R/sample-by-category.R
categorical_sampling.Rd
This function can be used to obtain a stratified split of a data set.
categorical_sampling(categories, K)
A vector representing the sample each element was assigned to.
This function can be used to obtain a stratified split of a data set.
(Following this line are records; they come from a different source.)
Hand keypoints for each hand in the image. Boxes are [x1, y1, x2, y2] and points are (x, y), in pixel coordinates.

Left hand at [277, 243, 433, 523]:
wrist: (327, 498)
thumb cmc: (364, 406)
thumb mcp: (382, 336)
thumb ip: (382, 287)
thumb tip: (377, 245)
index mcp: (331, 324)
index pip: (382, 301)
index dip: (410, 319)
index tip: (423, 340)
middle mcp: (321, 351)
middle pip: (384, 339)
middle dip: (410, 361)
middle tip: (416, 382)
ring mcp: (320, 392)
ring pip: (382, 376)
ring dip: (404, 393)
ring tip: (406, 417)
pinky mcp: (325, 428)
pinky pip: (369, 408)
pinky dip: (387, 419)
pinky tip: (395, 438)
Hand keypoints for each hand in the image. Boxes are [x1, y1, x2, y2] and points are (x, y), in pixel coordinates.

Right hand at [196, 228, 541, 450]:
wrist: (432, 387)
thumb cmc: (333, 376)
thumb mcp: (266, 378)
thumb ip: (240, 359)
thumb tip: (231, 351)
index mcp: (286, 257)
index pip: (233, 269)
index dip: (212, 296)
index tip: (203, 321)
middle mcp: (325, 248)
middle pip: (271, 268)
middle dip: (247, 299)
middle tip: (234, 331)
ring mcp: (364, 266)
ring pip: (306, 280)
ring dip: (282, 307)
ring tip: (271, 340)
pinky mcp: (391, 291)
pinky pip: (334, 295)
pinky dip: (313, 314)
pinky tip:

Using this function is like calling anticlustering
with
argument `categories`, but without optimizing a clustering objective. The
categories are just evenly split between samples. Apart from the restriction
that categories are balanced between samples, the split is random.
data(schaper2019)
categories <- schaper2019$room
groups <- categorical_sampling(categories, K = 6)
table(groups, categories)
#> categories
#> groups bathroom kitchen
#> 1 8 8
#> 2 8 8
#> 3 8 8
#> 4 8 8
#> 5 8 8
#> 6 8 8
# Unequal sized groups
groups <- categorical_sampling(categories, K = c(24, 24, 48))
table(groups, categories)
#> categories
#> groups bathroom kitchen
#> 1 12 12
#> 2 12 12
#> 3 24 24
# Heavily unequal sized groups, is harder to balance the groups
groups <- categorical_sampling(categories, K = c(51, 19, 26))
table(groups, categories)
#> categories
#> groups bathroom kitchen
#> 1 25 26
#> 2 9 10
#> 3 14 12